Stored items
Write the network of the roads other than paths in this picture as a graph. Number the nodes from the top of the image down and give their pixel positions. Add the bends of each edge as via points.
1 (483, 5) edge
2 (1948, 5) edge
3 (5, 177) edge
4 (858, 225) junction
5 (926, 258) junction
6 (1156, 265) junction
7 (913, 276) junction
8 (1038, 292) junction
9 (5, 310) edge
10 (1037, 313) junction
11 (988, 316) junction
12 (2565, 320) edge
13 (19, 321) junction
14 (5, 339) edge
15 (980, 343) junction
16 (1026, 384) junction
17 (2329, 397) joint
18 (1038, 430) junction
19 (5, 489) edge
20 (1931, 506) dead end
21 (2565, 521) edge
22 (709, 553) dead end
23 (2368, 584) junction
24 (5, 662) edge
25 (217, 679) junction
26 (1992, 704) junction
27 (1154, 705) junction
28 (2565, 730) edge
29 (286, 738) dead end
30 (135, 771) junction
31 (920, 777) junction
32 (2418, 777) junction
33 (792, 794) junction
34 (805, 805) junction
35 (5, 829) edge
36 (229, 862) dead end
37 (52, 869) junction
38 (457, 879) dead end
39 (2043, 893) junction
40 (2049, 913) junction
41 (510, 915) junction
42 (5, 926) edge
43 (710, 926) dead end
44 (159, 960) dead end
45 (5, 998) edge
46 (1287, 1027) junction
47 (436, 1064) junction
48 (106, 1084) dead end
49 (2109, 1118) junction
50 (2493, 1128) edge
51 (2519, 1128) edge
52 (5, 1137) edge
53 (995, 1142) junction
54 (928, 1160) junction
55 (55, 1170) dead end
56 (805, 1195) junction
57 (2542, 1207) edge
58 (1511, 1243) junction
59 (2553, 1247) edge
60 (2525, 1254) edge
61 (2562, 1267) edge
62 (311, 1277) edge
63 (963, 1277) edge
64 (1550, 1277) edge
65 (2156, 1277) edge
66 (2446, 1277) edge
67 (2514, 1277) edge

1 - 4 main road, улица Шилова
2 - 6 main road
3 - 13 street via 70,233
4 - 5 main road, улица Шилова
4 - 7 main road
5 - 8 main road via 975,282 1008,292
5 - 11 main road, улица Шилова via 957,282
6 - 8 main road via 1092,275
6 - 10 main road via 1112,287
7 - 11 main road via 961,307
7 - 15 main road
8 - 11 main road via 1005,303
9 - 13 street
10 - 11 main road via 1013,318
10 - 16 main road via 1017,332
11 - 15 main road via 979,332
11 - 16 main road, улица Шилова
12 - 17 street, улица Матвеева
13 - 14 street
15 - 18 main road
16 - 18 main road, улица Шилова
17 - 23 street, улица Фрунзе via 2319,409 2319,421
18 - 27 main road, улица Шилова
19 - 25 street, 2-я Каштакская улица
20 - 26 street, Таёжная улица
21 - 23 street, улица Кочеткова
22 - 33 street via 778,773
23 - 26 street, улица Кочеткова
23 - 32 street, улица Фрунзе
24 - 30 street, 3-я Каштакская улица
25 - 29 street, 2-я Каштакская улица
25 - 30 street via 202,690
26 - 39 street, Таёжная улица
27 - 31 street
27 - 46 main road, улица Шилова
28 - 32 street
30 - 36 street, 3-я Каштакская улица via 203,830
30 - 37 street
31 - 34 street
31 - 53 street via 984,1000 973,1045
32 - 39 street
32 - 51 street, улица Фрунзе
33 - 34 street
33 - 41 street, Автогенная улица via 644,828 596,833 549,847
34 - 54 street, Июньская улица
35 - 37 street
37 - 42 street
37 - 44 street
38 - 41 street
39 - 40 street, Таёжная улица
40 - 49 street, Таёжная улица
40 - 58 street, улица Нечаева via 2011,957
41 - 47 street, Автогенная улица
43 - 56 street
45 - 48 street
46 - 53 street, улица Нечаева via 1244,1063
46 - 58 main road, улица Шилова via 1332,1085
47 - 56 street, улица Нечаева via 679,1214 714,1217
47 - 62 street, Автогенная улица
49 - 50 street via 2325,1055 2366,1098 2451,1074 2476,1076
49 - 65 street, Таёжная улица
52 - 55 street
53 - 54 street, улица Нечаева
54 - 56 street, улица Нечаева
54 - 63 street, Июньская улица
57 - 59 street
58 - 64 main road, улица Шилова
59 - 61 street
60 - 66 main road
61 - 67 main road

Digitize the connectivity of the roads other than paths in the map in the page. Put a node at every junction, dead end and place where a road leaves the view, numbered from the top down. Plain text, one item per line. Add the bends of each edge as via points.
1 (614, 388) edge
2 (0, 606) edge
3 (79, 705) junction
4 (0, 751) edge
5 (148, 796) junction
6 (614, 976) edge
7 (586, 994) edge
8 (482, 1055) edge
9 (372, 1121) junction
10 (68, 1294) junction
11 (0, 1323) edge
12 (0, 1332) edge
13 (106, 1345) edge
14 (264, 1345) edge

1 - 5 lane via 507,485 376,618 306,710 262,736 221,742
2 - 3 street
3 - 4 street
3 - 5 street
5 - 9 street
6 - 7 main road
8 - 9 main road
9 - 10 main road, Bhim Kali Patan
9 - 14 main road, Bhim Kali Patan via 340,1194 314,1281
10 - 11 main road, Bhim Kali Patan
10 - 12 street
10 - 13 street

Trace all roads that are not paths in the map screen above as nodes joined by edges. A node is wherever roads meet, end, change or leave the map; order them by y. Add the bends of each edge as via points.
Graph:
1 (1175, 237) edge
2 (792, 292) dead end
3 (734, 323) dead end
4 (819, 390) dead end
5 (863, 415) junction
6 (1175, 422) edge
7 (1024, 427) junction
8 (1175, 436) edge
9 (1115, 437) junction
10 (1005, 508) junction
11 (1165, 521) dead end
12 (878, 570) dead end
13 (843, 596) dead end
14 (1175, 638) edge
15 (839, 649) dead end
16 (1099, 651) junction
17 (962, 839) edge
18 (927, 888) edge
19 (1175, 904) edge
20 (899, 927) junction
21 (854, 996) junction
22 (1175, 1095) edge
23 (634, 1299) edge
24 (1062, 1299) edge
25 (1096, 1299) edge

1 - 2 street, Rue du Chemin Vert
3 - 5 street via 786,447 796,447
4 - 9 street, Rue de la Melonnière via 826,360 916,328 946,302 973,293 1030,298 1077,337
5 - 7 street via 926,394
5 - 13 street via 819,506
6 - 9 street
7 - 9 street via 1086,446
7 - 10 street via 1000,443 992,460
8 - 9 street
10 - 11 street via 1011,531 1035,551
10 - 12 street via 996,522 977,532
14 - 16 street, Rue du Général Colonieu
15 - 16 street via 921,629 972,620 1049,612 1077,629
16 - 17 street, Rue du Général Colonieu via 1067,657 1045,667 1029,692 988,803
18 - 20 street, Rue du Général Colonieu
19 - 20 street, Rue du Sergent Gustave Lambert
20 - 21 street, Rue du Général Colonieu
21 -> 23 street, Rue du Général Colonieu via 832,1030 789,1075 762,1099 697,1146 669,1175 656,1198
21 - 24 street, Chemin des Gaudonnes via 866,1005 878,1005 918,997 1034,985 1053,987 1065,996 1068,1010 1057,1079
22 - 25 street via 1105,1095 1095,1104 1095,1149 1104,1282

* HOW TO COMPLETE THIS TASK *
Look for the string "Кочеткова" in the entries above. Copy every line that has it.

* SOLVED EXERCISE *
21 - 23 street, улица Кочеткова
23 - 26 street, улица Кочеткова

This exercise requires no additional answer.